Dataset entries
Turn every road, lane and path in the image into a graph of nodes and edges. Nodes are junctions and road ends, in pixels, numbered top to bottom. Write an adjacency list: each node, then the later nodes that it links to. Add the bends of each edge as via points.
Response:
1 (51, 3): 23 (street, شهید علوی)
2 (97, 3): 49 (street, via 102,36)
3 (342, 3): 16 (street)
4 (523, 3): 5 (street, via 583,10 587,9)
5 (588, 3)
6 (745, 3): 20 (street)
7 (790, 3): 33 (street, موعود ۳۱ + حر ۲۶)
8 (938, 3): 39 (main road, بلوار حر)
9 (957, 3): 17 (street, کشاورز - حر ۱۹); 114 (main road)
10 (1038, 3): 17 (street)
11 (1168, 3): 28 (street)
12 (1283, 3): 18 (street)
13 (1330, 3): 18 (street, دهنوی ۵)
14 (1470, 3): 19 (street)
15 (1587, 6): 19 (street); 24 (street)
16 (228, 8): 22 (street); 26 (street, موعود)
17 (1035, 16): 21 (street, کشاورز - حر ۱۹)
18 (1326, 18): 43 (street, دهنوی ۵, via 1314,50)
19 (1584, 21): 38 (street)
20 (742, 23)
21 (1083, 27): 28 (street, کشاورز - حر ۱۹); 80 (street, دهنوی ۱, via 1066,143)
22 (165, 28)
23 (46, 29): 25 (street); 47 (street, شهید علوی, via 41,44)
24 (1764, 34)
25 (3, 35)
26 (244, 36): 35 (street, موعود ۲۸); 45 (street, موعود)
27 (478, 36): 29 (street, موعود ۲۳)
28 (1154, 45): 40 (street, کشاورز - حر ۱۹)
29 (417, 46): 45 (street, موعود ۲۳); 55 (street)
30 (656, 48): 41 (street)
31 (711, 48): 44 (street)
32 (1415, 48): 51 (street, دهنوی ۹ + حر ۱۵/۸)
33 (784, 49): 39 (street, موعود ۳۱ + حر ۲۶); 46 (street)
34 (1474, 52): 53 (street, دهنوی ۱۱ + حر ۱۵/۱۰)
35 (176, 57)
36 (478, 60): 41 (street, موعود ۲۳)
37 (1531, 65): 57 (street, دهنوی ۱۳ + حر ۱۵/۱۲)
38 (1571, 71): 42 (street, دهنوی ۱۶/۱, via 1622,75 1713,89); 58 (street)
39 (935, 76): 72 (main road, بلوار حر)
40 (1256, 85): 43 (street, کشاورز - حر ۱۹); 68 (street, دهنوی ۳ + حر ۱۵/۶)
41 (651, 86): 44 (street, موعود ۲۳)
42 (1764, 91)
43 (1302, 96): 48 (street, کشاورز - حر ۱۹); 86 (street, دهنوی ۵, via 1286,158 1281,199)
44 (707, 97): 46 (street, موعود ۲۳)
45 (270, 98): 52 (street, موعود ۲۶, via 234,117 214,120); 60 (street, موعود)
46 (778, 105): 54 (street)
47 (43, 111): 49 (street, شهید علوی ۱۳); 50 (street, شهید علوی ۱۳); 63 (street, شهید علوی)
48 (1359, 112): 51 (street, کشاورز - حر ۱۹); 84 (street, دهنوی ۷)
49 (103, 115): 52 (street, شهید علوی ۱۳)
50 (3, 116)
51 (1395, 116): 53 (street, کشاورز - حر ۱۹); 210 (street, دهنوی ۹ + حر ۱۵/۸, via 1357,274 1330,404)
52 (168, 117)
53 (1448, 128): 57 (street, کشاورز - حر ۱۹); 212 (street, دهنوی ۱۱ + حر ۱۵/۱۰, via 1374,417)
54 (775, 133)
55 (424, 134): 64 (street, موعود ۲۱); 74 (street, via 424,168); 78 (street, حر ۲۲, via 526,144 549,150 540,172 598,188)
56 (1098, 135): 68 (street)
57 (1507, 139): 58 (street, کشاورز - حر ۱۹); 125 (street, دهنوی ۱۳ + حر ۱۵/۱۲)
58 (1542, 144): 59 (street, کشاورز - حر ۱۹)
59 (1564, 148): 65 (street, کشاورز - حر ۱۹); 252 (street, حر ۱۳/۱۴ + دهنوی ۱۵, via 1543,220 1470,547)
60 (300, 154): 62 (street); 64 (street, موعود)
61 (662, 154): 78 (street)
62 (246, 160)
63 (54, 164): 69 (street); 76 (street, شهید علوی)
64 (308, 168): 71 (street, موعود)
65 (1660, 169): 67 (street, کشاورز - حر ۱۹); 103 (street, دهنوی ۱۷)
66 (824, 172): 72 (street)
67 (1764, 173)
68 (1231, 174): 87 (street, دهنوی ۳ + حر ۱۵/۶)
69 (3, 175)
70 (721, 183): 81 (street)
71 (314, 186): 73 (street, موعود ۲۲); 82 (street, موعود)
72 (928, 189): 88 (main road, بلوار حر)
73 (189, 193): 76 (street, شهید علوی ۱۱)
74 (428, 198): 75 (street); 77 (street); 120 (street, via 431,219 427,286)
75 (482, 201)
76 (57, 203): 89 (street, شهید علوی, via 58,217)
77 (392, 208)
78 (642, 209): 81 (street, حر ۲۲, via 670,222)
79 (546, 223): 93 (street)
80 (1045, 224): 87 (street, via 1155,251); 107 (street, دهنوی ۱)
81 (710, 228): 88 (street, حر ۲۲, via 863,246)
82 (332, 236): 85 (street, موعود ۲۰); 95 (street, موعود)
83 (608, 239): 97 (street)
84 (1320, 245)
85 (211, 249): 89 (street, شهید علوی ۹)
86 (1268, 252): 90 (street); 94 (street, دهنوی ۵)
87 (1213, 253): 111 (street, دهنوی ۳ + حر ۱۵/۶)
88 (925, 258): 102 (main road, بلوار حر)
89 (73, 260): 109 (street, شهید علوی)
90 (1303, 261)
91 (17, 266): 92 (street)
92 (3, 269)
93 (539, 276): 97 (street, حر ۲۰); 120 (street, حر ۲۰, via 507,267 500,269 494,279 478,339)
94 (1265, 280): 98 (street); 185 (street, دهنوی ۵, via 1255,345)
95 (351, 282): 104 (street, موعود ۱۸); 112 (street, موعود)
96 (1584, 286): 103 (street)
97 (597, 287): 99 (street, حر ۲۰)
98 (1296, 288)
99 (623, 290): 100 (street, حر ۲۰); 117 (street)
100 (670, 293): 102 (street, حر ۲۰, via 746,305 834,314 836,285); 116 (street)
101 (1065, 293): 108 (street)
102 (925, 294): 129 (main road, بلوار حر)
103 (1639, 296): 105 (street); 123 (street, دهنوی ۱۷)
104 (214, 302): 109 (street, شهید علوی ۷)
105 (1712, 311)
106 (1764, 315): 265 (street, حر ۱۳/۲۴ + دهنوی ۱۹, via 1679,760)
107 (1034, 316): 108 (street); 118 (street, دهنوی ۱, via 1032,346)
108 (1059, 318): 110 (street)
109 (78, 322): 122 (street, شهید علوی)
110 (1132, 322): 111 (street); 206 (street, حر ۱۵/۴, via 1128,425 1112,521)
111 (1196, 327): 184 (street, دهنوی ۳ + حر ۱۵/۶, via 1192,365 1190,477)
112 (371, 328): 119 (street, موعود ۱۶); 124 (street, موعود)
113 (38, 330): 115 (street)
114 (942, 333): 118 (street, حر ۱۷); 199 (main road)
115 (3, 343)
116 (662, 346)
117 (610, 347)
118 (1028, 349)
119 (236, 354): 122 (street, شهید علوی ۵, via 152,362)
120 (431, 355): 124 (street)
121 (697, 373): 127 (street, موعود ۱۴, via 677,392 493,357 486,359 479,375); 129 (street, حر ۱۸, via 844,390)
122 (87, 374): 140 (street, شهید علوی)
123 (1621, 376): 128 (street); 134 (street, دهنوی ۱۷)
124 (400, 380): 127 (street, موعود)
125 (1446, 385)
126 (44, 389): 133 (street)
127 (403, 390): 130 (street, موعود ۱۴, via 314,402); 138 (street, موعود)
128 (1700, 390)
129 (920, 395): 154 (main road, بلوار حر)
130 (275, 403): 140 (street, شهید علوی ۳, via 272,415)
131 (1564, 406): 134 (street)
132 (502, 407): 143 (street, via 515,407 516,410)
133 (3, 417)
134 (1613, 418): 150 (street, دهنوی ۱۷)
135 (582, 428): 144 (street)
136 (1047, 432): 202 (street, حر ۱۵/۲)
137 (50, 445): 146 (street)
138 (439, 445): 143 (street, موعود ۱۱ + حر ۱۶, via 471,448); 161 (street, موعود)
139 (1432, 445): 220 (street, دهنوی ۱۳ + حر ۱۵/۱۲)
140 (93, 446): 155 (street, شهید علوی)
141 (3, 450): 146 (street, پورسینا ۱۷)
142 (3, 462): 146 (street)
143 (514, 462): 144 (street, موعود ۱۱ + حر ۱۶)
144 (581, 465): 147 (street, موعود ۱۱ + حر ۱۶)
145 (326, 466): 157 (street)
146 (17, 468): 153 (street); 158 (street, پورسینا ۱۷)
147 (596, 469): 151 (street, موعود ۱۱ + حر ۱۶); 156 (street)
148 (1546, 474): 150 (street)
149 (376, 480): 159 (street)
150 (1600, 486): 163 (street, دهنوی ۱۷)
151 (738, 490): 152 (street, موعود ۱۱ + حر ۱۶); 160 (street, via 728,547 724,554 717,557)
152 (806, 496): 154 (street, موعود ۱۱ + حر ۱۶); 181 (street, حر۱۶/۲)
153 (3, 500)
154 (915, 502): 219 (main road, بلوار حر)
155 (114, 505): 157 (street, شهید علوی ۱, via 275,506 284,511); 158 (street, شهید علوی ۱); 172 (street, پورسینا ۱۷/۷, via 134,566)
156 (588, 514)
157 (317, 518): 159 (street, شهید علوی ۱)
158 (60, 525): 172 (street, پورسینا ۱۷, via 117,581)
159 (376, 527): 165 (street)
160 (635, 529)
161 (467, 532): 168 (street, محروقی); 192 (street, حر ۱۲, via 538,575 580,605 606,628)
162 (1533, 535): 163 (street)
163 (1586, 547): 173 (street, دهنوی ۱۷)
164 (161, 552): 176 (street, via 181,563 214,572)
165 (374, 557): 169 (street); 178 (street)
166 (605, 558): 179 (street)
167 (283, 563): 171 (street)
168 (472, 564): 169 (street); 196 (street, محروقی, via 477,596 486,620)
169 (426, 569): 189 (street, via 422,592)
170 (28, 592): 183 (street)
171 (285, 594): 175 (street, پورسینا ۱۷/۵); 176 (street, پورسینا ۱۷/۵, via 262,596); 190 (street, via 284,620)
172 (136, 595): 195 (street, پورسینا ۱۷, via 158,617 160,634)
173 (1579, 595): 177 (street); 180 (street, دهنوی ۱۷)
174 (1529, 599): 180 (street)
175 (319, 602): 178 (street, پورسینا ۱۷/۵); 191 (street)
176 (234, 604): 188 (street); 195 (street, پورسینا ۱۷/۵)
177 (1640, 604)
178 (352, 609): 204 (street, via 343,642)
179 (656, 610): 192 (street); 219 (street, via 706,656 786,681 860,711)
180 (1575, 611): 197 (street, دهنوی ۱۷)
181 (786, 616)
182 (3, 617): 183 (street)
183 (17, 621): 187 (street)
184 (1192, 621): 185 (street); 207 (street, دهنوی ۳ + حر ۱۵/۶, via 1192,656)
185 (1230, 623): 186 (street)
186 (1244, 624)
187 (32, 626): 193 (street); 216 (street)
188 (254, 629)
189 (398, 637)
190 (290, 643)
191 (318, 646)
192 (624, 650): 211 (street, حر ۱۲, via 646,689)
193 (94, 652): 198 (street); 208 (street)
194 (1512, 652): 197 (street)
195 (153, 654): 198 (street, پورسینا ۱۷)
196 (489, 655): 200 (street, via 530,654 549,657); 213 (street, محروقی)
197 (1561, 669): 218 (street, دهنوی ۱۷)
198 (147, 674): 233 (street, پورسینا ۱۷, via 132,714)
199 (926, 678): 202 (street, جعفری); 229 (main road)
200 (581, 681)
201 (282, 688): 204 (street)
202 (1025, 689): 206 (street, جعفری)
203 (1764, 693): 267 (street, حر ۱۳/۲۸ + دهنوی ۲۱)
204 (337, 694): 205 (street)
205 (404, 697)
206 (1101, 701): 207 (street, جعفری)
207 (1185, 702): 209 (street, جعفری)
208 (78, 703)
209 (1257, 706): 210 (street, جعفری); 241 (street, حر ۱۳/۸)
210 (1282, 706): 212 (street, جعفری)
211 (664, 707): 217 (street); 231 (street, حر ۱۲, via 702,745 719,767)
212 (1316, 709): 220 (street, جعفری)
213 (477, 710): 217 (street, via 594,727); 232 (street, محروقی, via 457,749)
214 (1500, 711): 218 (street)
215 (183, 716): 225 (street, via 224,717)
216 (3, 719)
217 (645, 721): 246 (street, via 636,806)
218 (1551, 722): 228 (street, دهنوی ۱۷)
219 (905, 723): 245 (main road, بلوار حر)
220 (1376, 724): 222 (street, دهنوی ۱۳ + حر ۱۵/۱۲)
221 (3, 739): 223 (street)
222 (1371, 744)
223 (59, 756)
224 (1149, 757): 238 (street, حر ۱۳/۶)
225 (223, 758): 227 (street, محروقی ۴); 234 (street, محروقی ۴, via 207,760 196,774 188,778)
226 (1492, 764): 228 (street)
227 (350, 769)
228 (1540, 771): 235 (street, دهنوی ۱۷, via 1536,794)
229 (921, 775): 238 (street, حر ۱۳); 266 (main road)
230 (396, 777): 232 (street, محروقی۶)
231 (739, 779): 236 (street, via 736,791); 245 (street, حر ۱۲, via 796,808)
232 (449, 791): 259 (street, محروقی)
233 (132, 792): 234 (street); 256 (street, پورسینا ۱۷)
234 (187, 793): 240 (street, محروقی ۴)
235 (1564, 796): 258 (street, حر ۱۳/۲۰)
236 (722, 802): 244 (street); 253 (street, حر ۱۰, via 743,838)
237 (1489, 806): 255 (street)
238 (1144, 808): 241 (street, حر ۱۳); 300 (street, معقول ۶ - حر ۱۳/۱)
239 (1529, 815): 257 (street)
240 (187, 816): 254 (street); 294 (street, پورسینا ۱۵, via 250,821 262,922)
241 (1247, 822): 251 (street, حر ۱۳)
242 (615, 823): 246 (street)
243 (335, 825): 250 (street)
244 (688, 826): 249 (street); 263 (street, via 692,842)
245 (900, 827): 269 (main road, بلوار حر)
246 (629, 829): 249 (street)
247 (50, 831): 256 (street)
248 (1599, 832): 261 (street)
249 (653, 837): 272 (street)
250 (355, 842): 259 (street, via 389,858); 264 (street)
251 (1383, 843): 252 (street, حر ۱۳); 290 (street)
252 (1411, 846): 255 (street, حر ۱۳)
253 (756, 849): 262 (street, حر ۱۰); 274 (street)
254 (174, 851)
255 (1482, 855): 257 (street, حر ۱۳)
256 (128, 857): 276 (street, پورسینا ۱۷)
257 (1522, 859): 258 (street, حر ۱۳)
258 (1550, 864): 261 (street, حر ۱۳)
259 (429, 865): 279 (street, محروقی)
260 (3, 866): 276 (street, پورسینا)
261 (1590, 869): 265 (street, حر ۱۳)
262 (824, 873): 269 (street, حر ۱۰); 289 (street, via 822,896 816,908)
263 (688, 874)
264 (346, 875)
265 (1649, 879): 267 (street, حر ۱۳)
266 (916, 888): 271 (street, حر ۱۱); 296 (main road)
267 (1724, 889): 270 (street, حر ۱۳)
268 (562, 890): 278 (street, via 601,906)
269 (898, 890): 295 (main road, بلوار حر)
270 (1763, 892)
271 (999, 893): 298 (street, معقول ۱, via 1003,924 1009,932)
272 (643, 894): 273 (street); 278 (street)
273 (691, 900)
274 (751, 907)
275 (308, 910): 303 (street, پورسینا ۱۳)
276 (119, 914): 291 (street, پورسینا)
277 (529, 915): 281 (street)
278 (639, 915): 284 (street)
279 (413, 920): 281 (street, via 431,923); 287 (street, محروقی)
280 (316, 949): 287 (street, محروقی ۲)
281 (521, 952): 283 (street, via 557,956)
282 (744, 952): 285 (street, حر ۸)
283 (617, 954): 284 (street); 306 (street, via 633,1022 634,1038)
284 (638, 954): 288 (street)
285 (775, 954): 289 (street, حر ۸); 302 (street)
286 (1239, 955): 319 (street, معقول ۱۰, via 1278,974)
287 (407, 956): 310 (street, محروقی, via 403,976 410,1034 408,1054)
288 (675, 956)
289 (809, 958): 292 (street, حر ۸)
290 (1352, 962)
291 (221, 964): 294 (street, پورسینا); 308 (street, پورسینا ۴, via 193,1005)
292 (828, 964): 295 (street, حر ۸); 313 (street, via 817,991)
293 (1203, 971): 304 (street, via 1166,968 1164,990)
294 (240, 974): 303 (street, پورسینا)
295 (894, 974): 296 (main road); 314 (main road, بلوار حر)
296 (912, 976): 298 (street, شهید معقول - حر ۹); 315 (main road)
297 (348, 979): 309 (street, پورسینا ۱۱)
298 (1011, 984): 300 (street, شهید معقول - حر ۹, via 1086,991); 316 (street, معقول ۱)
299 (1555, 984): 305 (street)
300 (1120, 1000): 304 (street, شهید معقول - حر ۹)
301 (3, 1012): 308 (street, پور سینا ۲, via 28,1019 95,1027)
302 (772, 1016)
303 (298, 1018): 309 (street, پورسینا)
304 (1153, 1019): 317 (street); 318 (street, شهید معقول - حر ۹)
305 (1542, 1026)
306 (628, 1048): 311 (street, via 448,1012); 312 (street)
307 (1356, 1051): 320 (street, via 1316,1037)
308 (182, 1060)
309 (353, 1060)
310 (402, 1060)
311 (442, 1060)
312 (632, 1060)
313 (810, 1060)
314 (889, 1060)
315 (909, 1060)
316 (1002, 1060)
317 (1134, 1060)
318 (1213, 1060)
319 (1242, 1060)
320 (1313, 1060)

YOUR GOAL
Search the records for the word "معقول". Copy every line that has it.

RESULT
238 (1144, 808): 241 (street, حر ۱۳); 300 (street, معقول ۶ - حر ۱۳/۱)
271 (999, 893): 298 (street, معقول ۱, via 1003,924 1009,932)
286 (1239, 955): 319 (street, معقول ۱۰, via 1278,974)
296 (912, 976): 298 (street, شهید معقول - حر ۹); 315 (main road)
298 (1011, 984): 300 (street, شهید معقول - حر ۹, via 1086,991); 316 (street, معقول ۱)
300 (1120, 1000): 304 (street, شهید معقول - حر ۹)
304 (1153, 1019): 317 (street); 318 (street, شهید معقول - حر ۹)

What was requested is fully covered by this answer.